• Exercise prompt: Return the records exactly as they are.

• Records from a collection:
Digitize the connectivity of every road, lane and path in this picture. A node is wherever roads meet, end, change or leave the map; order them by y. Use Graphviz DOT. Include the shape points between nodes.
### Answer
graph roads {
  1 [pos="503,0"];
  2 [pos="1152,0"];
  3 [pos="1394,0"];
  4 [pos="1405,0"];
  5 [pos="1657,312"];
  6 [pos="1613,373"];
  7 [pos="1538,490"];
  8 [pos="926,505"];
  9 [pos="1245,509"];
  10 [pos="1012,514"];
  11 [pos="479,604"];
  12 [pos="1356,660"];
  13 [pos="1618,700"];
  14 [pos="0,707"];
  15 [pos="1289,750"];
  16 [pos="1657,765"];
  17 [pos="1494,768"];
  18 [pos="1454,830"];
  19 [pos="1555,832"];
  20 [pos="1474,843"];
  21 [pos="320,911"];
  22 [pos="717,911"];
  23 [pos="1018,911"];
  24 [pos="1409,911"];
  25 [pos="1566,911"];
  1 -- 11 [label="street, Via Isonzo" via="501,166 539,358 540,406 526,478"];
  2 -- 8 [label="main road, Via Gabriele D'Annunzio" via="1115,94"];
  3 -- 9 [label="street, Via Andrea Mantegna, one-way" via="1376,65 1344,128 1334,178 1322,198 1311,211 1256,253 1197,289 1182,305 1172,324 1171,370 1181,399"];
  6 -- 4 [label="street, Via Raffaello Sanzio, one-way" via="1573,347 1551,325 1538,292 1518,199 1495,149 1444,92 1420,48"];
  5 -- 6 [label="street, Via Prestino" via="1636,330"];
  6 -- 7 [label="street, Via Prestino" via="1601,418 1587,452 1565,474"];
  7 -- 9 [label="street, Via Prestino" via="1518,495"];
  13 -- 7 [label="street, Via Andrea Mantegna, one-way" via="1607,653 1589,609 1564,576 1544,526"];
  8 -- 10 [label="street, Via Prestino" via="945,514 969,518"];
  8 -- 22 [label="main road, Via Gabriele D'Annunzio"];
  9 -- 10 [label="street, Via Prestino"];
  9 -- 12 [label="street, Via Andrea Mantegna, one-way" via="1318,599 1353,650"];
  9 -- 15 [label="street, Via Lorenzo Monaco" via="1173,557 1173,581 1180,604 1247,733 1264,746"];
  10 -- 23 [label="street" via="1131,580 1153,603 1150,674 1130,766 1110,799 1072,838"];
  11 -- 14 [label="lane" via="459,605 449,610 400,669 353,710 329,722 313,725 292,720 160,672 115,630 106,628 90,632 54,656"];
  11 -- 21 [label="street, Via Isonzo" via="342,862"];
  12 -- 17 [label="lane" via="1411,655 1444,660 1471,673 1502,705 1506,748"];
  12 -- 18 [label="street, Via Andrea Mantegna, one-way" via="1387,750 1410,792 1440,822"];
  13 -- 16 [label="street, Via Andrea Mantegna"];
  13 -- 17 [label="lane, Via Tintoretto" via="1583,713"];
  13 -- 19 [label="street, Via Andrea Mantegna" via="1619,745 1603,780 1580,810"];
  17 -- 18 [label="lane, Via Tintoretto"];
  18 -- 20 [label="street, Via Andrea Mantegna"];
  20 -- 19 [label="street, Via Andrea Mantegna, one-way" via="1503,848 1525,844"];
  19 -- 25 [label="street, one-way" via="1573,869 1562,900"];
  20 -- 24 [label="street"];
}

• Result of this task:
Digitize the connectivity of every road, lane and path in this picture. A node is wherever roads meet, end, change or leave the map; order them by y. Use Graphviz DOT. Include the shape points between nodes.
### Answer
graph roads {
  1 [pos="503,0"];
  2 [pos="1152,0"];
  3 [pos="1394,0"];
  4 [pos="1405,0"];
  5 [pos="1657,312"];
  6 [pos="1613,373"];
  7 [pos="1538,490"];
  8 [pos="926,505"];
  9 [pos="1245,509"];
  10 [pos="1012,514"];
  11 [pos="479,604"];
  12 [pos="1356,660"];
  13 [pos="1618,700"];
  14 [pos="0,707"];
  15 [pos="1289,750"];
  16 [pos="1657,765"];
  17 [pos="1494,768"];
  18 [pos="1454,830"];
  19 [pos="1555,832"];
  20 [pos="1474,843"];
  21 [pos="320,911"];
  22 [pos="717,911"];
  23 [pos="1018,911"];
  24 [pos="1409,911"];
  25 [pos="1566,911"];
  1 -- 11 [label="street, Via Isonzo" via="501,166 539,358 540,406 526,478"];
  2 -- 8 [label="main road, Via Gabriele D'Annunzio" via="1115,94"];
  3 -- 9 [label="street, Via Andrea Mantegna, one-way" via="1376,65 1344,128 1334,178 1322,198 1311,211 1256,253 1197,289 1182,305 1172,324 1171,370 1181,399"];
  6 -- 4 [label="street, Via Raffaello Sanzio, one-way" via="1573,347 1551,325 1538,292 1518,199 1495,149 1444,92 1420,48"];
  5 -- 6 [label="street, Via Prestino" via="1636,330"];
  6 -- 7 [label="street, Via Prestino" via="1601,418 1587,452 1565,474"];
  7 -- 9 [label="street, Via Prestino" via="1518,495"];
  13 -- 7 [label="street, Via Andrea Mantegna, one-way" via="1607,653 1589,609 1564,576 1544,526"];
  8 -- 10 [label="street, Via Prestino" via="945,514 969,518"];
  8 -- 22 [label="main road, Via Gabriele D'Annunzio"];
  9 -- 10 [label="street, Via Prestino"];
  9 -- 12 [label="street, Via Andrea Mantegna, one-way" via="1318,599 1353,650"];
  9 -- 15 [label="street, Via Lorenzo Monaco" via="1173,557 1173,581 1180,604 1247,733 1264,746"];
  10 -- 23 [label="street" via="1131,580 1153,603 1150,674 1130,766 1110,799 1072,838"];
  11 -- 14 [label="lane" via="459,605 449,610 400,669 353,710 329,722 313,725 292,720 160,672 115,630 106,628 90,632 54,656"];
  11 -- 21 [label="street, Via Isonzo" via="342,862"];
  12 -- 17 [label="lane" via="1411,655 1444,660 1471,673 1502,705 1506,748"];
  12 -- 18 [label="street, Via Andrea Mantegna, one-way" via="1387,750 1410,792 1440,822"];
  13 -- 16 [label="street, Via Andrea Mantegna"];
  13 -- 17 [label="lane, Via Tintoretto" via="1583,713"];
  13 -- 19 [label="street, Via Andrea Mantegna" via="1619,745 1603,780 1580,810"];
  17 -- 18 [label="lane, Via Tintoretto"];
  18 -- 20 [label="street, Via Andrea Mantegna"];
  20 -- 19 [label="street, Via Andrea Mantegna, one-way" via="1503,848 1525,844"];
  19 -- 25 [label="street, one-way" via="1573,869 1562,900"];
  20 -- 24 [label="street"];
}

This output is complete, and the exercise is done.